Figuras clave:
Más allá de su obispo fundador, Joseph Projectus Machebeuf, la Arquidiócesis de Denver ha sido moldeada por diversos líderes influyentes y por momentos históricos. El arzobispo Urban J. Vehr guió a la diócesis durante su elevación a arquidiócesis en 1941, lo que marcó un hito significativo en su crecimiento y proyección. J. Francis Cardenal Stafford, quien sirvió como arzobispo de 1986 a 1996, dio proyección internacional a Denver en 1993 al recibir al papa san Juan Pablo II y al acoger la Jornada Mundial de la Juventud, un acontecimiento que dejó una huella espiritual y cultural duradera tanto en la Iglesia local como en la ciudad.
El arzobispo Charles J. Chaput, O.F.M. Cap., quien encabezó la arquidiócesis de 1997 a 2011, fue ampliamente reconocido como una de las voces más influyentes del pensamiento católico y de la vida pública en Estados Unidos. Autor prolífico y conferencista muy solicitado, el arzobispo Chaput escribió varios libros influyentes sobre la fe, la cultura y la libertad religiosa, contribuyendo de manera significativa al diálogo nacional sobre el papel del cristianismo en la vida pública. Su liderazgo fortaleció aún más la proyección de Denver como centro de reflexión y compromiso católico.
Actualmente, la arquidiócesis está dirigida por el arzobispo Samuel J. Aquila, cuyo ministerio ha puesto énfasis en la evangelización, el cuidado pastoral y la rendición de cuentas. Bajo su liderazgo, la Arquidiócesis de Denver participó voluntariamente en el Programa Independiente de Reparación y Reconciliación (IRRP, por sus siglas en inglés) del 2019 al 2020 para atender casos de abuso sexual ocurridos en el pasado por parte del clero. Cuando la pandemia de COVID irrumpió en el 2020, el arzobispo Samuel se encontró de pronto con una agenda despejada y un corazón abierto. Dedicó ese tiempo a la oración profunda e intencional, discerniendo la voluntad de Dios para la arquidiócesis. De esa oración surgió la inspiración para guiar a la arquidiócesis hacia un cambio fundamental en su visión, misión y servicio, con el fin de responder a un mundo que ya no comparte las creencias fundacionales de la Iglesia. En los años posteriores, este discernimiento ha dado abundantes frutos en la manera en que la arquidiócesis ha respondido a las necesidades del pueblo del norte de Colorado.
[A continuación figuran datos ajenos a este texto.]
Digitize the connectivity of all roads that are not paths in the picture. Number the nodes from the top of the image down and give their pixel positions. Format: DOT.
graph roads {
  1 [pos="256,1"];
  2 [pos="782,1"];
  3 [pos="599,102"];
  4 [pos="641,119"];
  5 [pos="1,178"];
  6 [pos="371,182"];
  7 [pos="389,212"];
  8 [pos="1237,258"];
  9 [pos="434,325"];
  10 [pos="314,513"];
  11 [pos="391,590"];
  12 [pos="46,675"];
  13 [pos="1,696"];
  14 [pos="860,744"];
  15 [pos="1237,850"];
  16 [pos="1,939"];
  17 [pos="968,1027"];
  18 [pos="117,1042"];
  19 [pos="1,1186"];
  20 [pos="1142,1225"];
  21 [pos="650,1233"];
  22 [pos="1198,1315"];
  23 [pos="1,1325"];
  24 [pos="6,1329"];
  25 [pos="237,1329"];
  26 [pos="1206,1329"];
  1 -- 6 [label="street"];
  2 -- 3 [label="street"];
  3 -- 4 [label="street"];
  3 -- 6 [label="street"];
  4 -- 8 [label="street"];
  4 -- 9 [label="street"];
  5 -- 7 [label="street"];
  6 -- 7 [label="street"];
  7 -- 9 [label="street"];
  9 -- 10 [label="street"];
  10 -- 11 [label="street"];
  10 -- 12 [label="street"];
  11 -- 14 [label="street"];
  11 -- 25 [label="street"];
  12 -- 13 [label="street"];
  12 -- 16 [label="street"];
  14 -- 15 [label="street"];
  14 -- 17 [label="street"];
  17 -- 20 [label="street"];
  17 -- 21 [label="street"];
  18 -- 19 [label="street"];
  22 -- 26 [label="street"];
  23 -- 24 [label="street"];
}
Las religiosas y el clero también han desempeñado un papel fundamental en la historia de la arquidiócesis. Santa Francisca Javier Cabrini llegó a Denver en 1902 para ayudar a abrir la primera escuela en la parroquia Our Lady of Mount Carmel, en el norte de Denver. Su labor misionera sentó las bases de esfuerzos caritativos duraderos, incluida la fundación del orfanato Queen of Heavens por parte de sus hermanas. Hoy, el Santuario Madre Cabrini en Golden, ubicado en terrenos que ella misma poseyó, es un testimonio vivo de su legado perdurable en Colorado.
Otra figura significativa es monseñor Matthew Smith, quien fue nombrado editor del Denver Catholic Register en 1912. Durante la década de 1920, utilizó el periódico como una voz firme contra el auge del Ku Klux Klan en Denver. Monseñor Smith también fue pionero del “sistema Register” de periódicos diocesanos y, posteriormente, fundó lo que llegaría a ser el National Catholic Register, ampliando la influencia del periodismo católico a nivel nacional.
En el corazón de la arquidiócesis se encuentra la Catedral Basílica de la Inmaculada Concepción, un punto de referencia y un foco permanente de la vida católica en Denver. En conjunto, estos líderes, santos e instituciones reflejan la rica herencia espiritual, cultural e histórica de la Arquidiócesis de Denver.
La Arquidiócesis de Denver sirve a una amplia población católica en el norte de Colorado y continúa su misión de evangelización, educación y servicio a la comunidad.